*** Begin section ***

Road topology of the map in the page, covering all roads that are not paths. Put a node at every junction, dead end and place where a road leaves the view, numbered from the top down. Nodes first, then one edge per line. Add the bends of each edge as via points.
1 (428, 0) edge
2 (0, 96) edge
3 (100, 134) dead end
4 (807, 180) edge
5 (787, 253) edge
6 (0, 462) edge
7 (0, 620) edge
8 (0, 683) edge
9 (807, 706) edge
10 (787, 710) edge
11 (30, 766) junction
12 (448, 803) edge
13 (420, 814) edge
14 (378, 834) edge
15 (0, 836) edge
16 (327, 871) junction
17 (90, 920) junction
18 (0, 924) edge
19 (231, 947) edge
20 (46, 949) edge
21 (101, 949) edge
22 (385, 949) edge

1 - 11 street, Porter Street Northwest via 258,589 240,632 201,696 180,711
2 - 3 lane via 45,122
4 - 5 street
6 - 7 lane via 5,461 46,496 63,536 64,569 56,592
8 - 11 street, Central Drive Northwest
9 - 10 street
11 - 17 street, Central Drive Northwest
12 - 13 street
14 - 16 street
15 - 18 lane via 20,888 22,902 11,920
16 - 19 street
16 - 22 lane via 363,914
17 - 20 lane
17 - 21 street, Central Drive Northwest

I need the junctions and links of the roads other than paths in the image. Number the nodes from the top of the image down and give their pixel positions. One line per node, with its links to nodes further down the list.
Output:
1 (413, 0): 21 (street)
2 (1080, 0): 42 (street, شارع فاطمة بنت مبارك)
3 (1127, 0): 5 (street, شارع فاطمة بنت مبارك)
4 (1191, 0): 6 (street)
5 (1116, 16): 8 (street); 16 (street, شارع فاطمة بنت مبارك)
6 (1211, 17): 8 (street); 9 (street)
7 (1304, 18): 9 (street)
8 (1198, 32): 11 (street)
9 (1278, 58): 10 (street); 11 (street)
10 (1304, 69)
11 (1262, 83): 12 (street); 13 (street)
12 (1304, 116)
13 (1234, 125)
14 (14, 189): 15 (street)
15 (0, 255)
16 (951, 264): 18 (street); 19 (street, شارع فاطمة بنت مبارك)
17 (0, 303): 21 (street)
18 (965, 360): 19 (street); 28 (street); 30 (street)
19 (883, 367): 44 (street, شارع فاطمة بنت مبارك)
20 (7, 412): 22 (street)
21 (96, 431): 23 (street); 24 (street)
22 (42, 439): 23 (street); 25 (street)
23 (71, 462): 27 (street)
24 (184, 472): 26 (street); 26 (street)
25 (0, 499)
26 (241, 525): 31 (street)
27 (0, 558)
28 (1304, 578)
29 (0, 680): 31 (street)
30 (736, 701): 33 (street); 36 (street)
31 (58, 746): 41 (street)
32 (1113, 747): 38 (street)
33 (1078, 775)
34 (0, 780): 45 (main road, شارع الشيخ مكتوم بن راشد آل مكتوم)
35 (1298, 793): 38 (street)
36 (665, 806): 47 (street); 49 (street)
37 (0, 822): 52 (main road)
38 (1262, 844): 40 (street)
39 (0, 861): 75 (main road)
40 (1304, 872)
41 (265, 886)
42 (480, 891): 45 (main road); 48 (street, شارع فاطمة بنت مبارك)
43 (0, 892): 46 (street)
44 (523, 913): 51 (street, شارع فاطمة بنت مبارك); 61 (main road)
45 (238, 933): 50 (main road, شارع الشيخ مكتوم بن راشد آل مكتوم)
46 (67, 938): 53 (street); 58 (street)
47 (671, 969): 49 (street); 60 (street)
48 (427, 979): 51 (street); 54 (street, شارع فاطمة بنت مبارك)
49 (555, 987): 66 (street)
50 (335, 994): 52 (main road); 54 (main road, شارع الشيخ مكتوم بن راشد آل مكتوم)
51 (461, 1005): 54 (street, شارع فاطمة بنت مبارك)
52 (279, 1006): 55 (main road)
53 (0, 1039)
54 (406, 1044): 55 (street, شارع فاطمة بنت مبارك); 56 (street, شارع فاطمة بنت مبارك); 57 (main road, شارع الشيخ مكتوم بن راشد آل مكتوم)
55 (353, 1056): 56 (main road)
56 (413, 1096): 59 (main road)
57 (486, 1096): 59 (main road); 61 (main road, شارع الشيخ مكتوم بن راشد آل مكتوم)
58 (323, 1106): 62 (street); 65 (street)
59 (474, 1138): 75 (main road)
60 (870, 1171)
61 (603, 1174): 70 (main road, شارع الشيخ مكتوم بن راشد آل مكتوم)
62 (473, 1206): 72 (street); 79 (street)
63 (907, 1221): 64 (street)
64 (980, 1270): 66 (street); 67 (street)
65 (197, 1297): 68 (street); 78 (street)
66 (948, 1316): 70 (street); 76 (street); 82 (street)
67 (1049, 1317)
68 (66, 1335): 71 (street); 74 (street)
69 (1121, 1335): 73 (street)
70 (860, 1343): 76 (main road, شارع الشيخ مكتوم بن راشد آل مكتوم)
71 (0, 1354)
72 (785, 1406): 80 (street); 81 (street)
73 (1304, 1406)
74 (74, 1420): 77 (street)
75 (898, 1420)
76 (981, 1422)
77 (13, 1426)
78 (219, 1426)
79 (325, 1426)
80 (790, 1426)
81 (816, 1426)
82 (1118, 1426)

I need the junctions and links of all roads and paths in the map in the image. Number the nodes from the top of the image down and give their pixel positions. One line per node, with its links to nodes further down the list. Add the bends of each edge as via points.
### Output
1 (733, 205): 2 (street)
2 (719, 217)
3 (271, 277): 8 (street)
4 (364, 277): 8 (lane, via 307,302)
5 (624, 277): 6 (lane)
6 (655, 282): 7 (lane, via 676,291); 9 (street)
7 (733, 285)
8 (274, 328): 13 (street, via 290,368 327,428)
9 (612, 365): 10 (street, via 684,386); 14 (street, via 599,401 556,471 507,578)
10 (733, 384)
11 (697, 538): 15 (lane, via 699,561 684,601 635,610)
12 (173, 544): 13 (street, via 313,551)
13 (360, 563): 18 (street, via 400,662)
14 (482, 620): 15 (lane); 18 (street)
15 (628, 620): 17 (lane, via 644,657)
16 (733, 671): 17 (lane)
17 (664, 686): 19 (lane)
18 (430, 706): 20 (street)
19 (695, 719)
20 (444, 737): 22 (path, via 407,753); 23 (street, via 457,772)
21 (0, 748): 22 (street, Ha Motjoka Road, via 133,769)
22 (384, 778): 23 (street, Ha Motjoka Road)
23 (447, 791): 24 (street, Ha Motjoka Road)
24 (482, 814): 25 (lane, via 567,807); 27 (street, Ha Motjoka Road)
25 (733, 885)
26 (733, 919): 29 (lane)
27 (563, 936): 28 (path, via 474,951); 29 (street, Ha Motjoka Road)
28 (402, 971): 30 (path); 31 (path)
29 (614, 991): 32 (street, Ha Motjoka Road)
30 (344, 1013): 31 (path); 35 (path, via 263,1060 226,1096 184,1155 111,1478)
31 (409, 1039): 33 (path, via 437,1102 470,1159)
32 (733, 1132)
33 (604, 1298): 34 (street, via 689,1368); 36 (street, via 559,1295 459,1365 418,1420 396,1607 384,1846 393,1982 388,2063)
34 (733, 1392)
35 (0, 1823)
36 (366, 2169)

*** End section ***

• [What you will do]
Every record above should be output exactly.

• [Result of this exercise]
Road topology of the map in the page, covering all roads that are not paths. Put a node at every junction, dead end and place where a road leaves the view, numbered from the top down. Nodes first, then one edge per line. Add the bends of each edge as via points.
1 (428, 0) edge
2 (0, 96) edge
3 (100, 134) dead end
4 (807, 180) edge
5 (787, 253) edge
6 (0, 462) edge
7 (0, 620) edge
8 (0, 683) edge
9 (807, 706) edge
10 (787, 710) edge
11 (30, 766) junction
12 (448, 803) edge
13 (420, 814) edge
14 (378, 834) edge
15 (0, 836) edge
16 (327, 871) junction
17 (90, 920) junction
18 (0, 924) edge
19 (231, 947) edge
20 (46, 949) edge
21 (101, 949) edge
22 (385, 949) edge

1 - 11 street, Porter Street Northwest via 258,589 240,632 201,696 180,711
2 - 3 lane via 45,122
4 - 5 street
6 - 7 lane via 5,461 46,496 63,536 64,569 56,592
8 - 11 street, Central Drive Northwest
9 - 10 street
11 - 17 street, Central Drive Northwest
12 - 13 street
14 - 16 street
15 - 18 lane via 20,888 22,902 11,920
16 - 19 street
16 - 22 lane via 363,914
17 - 20 lane
17 - 21 street, Central Drive Northwest

I need the junctions and links of the roads other than paths in the image. Number the nodes from the top of the image down and give their pixel positions. One line per node, with its links to nodes further down the list.
Output:
1 (413, 0): 21 (street)
2 (1080, 0): 42 (street, شارع فاطمة بنت مبارك)
3 (1127, 0): 5 (street, شارع فاطمة بنت مبارك)
4 (1191, 0): 6 (street)
5 (1116, 16): 8 (street); 16 (street, شارع فاطمة بنت مبارك)
6 (1211, 17): 8 (street); 9 (street)
7 (1304, 18): 9 (street)
8 (1198, 32): 11 (street)
9 (1278, 58): 10 (street); 11 (street)
10 (1304, 69)
11 (1262, 83): 12 (street); 13 (street)
12 (1304, 116)
13 (1234, 125)
14 (14, 189): 15 (street)
15 (0, 255)
16 (951, 264): 18 (street); 19 (street, شارع فاطمة بنت مبارك)
17 (0, 303): 21 (street)
18 (965, 360): 19 (street); 28 (street); 30 (street)
19 (883, 367): 44 (street, شارع فاطمة بنت مبارك)
20 (7, 412): 22 (street)
21 (96, 431): 23 (street); 24 (street)
22 (42, 439): 23 (street); 25 (street)
23 (71, 462): 27 (street)
24 (184, 472): 26 (street); 26 (street)
25 (0, 499)
26 (241, 525): 31 (street)
27 (0, 558)
28 (1304, 578)
29 (0, 680): 31 (street)
30 (736, 701): 33 (street); 36 (street)
31 (58, 746): 41 (street)
32 (1113, 747): 38 (street)
33 (1078, 775)
34 (0, 780): 45 (main road, شارع الشيخ مكتوم بن راشد آل مكتوم)
35 (1298, 793): 38 (street)
36 (665, 806): 47 (street); 49 (street)
37 (0, 822): 52 (main road)
38 (1262, 844): 40 (street)
39 (0, 861): 75 (main road)
40 (1304, 872)
41 (265, 886)
42 (480, 891): 45 (main road); 48 (street, شارع فاطمة بنت مبارك)
43 (0, 892): 46 (street)
44 (523, 913): 51 (street, شارع فاطمة بنت مبارك); 61 (main road)
45 (238, 933): 50 (main road, شارع الشيخ مكتوم بن راشد آل مكتوم)
46 (67, 938): 53 (street); 58 (street)
47 (671, 969): 49 (street); 60 (street)
48 (427, 979): 51 (street); 54 (street, شارع فاطمة بنت مبارك)
49 (555, 987): 66 (street)
50 (335, 994): 52 (main road); 54 (main road, شارع الشيخ مكتوم بن راشد آل مكتوم)
51 (461, 1005): 54 (street, شارع فاطمة بنت مبارك)
52 (279, 1006): 55 (main road)
53 (0, 1039)
54 (406, 1044): 55 (street, شارع فاطمة بنت مبارك); 56 (street, شارع فاطمة بنت مبارك); 57 (main road, شارع الشيخ مكتوم بن راشد آل مكتوم)
55 (353, 1056): 56 (main road)
56 (413, 1096): 59 (main road)
57 (486, 1096): 59 (main road); 61 (main road, شارع الشيخ مكتوم بن راشد آل مكتوم)
58 (323, 1106): 62 (street); 65 (street)
59 (474, 1138): 75 (main road)
60 (870, 1171)
61 (603, 1174): 70 (main road, شارع الشيخ مكتوم بن راشد آل مكتوم)
62 (473, 1206): 72 (street); 79 (street)
63 (907, 1221): 64 (street)
64 (980, 1270): 66 (street); 67 (street)
65 (197, 1297): 68 (street); 78 (street)
66 (948, 1316): 70 (street); 76 (street); 82 (street)
67 (1049, 1317)
68 (66, 1335): 71 (street); 74 (street)
69 (1121, 1335): 73 (street)
70 (860, 1343): 76 (main road, شارع الشيخ مكتوم بن راشد آل مكتوم)
71 (0, 1354)
72 (785, 1406): 80 (street); 81 (street)
73 (1304, 1406)
74 (74, 1420): 77 (street)
75 (898, 1420)
76 (981, 1422)
77 (13, 1426)
78 (219, 1426)
79 (325, 1426)
80 (790, 1426)
81 (816, 1426)
82 (1118, 1426)

I need the junctions and links of all roads and paths in the map in the image. Number the nodes from the top of the image down and give their pixel positions. One line per node, with its links to nodes further down the list. Add the bends of each edge as via points.
### Output
1 (733, 205): 2 (street)
2 (719, 217)
3 (271, 277): 8 (street)
4 (364, 277): 8 (lane, via 307,302)
5 (624, 277): 6 (lane)
6 (655, 282): 7 (lane, via 676,291); 9 (street)
7 (733, 285)
8 (274, 328): 13 (street, via 290,368 327,428)
9 (612, 365): 10 (street, via 684,386); 14 (street, via 599,401 556,471 507,578)
10 (733, 384)
11 (697, 538): 15 (lane, via 699,561 684,601 635,610)
12 (173, 544): 13 (street, via 313,551)
13 (360, 563): 18 (street, via 400,662)
14 (482, 620): 15 (lane); 18 (street)
15 (628, 620): 17 (lane, via 644,657)
16 (733, 671): 17 (lane)
17 (664, 686): 19 (lane)
18 (430, 706): 20 (street)
19 (695, 719)
20 (444, 737): 22 (path, via 407,753); 23 (street, via 457,772)
21 (0, 748): 22 (street, Ha Motjoka Road, via 133,769)
22 (384, 778): 23 (street, Ha Motjoka Road)
23 (447, 791): 24 (street, Ha Motjoka Road)
24 (482, 814): 25 (lane, via 567,807); 27 (street, Ha Motjoka Road)
25 (733, 885)
26 (733, 919): 29 (lane)
27 (563, 936): 28 (path, via 474,951); 29 (street, Ha Motjoka Road)
28 (402, 971): 30 (path); 31 (path)
29 (614, 991): 32 (street, Ha Motjoka Road)
30 (344, 1013): 31 (path); 35 (path, via 263,1060 226,1096 184,1155 111,1478)
31 (409, 1039): 33 (path, via 437,1102 470,1159)
32 (733, 1132)
33 (604, 1298): 34 (street, via 689,1368); 36 (street, via 559,1295 459,1365 418,1420 396,1607 384,1846 393,1982 388,2063)
34 (733, 1392)
35 (0, 1823)
36 (366, 2169)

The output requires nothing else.